Simon climbs to the top of the mountain and sees the unknown figure for what it is--a dead man in a parachute. Filled with new information, his immediate thought is to spread the news to the others, but his weak physical condition makes the process difficult. With determination, he heads for the boys and to his death. With tragic irony, the boys kill Simon, as if he were an incarnation of the beast, which they think is an animal. In fact, they are actually correct, for he is an incarnation of the beast, just as they all are, but they do not know that, and think he is just a substitute. He is the only one who understands the significance of what they do.
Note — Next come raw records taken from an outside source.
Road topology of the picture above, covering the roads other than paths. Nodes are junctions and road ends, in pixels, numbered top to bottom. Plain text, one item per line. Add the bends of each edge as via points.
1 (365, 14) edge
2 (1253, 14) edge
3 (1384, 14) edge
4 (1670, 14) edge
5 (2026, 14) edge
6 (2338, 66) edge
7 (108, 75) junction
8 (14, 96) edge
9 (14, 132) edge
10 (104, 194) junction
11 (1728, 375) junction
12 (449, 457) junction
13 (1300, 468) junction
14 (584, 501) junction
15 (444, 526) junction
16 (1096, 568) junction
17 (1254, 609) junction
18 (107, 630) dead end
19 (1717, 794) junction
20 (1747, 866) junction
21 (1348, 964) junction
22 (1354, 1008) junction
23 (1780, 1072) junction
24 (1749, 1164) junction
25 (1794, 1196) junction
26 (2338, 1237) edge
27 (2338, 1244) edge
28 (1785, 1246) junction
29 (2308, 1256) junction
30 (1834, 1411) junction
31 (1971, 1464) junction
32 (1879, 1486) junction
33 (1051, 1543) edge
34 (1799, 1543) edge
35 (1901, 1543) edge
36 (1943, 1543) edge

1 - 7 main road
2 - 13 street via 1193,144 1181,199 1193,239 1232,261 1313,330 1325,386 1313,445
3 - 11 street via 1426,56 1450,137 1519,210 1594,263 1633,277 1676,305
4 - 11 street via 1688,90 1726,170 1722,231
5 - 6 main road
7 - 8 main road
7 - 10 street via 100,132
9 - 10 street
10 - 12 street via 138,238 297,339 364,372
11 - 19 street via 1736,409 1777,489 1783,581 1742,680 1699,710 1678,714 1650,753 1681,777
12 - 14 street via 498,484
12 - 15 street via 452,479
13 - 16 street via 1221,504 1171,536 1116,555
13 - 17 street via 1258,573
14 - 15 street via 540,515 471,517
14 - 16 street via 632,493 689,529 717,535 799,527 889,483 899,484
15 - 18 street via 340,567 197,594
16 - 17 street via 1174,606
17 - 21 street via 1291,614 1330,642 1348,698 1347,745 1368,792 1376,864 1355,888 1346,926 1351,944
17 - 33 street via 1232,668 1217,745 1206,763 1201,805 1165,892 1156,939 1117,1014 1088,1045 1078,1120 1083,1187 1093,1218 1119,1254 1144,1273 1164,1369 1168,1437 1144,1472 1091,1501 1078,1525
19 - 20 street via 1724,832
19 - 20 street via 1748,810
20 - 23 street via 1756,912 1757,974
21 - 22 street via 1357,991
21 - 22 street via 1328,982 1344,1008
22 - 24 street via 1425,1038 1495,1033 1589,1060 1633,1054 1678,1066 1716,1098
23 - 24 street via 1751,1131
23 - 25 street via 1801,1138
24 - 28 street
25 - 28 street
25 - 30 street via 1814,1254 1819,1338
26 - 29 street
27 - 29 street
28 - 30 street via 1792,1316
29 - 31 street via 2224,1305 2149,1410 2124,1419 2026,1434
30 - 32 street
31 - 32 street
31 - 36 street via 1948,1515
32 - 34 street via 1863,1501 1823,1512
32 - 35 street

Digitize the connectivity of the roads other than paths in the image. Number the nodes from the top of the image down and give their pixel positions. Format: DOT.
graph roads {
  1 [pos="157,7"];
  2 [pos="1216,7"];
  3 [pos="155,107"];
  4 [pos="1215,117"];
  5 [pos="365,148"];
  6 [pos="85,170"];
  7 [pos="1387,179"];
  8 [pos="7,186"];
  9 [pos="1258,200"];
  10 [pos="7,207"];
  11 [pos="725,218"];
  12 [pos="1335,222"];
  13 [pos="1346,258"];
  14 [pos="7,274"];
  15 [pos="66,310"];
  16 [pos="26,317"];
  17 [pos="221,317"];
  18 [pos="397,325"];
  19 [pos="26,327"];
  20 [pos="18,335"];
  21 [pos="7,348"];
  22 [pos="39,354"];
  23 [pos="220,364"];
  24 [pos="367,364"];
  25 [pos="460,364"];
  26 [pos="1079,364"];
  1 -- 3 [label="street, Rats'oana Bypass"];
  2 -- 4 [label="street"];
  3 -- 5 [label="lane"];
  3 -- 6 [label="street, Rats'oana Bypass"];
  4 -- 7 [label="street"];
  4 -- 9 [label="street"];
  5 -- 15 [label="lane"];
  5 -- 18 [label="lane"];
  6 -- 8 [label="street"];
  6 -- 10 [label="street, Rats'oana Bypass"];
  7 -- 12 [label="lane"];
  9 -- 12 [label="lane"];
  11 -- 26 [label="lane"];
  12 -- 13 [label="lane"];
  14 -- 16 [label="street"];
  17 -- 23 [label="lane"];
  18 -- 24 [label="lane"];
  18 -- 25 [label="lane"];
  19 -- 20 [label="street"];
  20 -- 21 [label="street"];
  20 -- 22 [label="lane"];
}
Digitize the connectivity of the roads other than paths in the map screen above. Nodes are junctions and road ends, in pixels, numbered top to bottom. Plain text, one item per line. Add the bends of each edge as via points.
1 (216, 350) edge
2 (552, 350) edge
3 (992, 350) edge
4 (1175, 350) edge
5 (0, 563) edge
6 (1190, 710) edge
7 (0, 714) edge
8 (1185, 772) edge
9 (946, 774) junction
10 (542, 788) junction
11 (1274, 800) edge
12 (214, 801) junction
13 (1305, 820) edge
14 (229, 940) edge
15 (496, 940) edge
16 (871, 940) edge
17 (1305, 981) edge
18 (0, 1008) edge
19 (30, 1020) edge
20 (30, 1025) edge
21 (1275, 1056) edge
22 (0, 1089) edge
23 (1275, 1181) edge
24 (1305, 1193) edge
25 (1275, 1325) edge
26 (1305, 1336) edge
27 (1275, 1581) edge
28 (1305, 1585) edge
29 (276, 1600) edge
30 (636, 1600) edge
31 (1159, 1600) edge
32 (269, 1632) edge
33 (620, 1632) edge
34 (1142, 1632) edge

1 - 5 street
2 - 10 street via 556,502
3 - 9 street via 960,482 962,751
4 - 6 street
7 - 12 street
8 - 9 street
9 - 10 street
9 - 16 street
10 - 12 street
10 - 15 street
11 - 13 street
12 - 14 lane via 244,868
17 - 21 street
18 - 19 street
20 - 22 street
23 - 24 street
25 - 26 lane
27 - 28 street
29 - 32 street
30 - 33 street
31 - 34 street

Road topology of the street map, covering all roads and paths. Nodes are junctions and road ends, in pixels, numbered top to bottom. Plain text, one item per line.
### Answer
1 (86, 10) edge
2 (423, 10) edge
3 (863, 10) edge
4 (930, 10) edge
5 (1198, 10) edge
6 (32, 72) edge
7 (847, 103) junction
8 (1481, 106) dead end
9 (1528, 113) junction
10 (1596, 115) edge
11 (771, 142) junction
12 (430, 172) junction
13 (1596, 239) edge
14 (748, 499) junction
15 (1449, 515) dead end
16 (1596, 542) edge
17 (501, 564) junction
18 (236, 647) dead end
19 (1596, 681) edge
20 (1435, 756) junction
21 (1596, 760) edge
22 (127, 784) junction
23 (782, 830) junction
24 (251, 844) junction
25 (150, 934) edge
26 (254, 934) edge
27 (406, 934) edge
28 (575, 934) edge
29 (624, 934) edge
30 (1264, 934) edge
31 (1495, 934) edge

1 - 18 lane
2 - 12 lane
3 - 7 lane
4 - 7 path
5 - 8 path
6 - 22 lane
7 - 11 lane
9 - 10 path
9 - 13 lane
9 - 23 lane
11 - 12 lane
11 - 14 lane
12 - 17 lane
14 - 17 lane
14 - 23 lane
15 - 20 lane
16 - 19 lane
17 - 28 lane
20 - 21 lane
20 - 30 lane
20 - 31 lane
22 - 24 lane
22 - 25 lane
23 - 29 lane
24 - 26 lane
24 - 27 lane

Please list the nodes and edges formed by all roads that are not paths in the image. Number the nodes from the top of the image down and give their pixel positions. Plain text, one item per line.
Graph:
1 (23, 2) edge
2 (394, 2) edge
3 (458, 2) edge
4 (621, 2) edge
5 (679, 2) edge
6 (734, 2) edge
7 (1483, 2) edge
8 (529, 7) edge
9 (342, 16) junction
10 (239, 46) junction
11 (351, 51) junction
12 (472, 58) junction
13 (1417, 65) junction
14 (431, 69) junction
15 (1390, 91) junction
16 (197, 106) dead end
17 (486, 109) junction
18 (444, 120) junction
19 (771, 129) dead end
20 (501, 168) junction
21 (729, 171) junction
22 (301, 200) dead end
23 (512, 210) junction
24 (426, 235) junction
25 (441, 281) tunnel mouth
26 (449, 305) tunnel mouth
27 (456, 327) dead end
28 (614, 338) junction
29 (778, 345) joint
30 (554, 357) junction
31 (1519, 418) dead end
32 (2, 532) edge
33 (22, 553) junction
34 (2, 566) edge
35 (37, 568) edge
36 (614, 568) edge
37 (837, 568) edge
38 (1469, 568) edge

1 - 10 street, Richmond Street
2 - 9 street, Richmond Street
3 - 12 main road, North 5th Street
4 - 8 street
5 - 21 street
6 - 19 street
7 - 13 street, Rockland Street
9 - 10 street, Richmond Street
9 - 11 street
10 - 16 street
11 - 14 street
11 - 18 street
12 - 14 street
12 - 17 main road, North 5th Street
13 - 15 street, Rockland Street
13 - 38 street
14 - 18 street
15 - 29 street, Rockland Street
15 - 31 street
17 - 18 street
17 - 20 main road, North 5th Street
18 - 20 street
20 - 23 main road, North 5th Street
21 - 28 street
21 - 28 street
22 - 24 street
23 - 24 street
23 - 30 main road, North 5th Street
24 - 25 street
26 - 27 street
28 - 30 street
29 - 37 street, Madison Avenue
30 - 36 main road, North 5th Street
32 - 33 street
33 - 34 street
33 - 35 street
The power of mobs is demonstrated by the way that the excitement grows until it reaches a fever pitch. All that is needed is Jack starting the chant, which connects the boys to something primeval and dark. The weather reflects the move, with thunder and lightning augmenting the fear and violence the boys feel. They all join in the chant and are equally aware of the dangerous situation they are developing. They create an atmosphere of tension, which eventually needs to be released. Roger and Jack drive them on, and the darkness builds until the climax in which Simon emerges from the jungle and is brought into the circle. The fact that the boys hear Simon's cries about the man in the parachute shows that they have not lost all consciousness of their actions, and yet proceed. Simon's blood is on everyone's hands. The theme that savagery is within everyone reaches its fullest articulation as the boys mob Simon.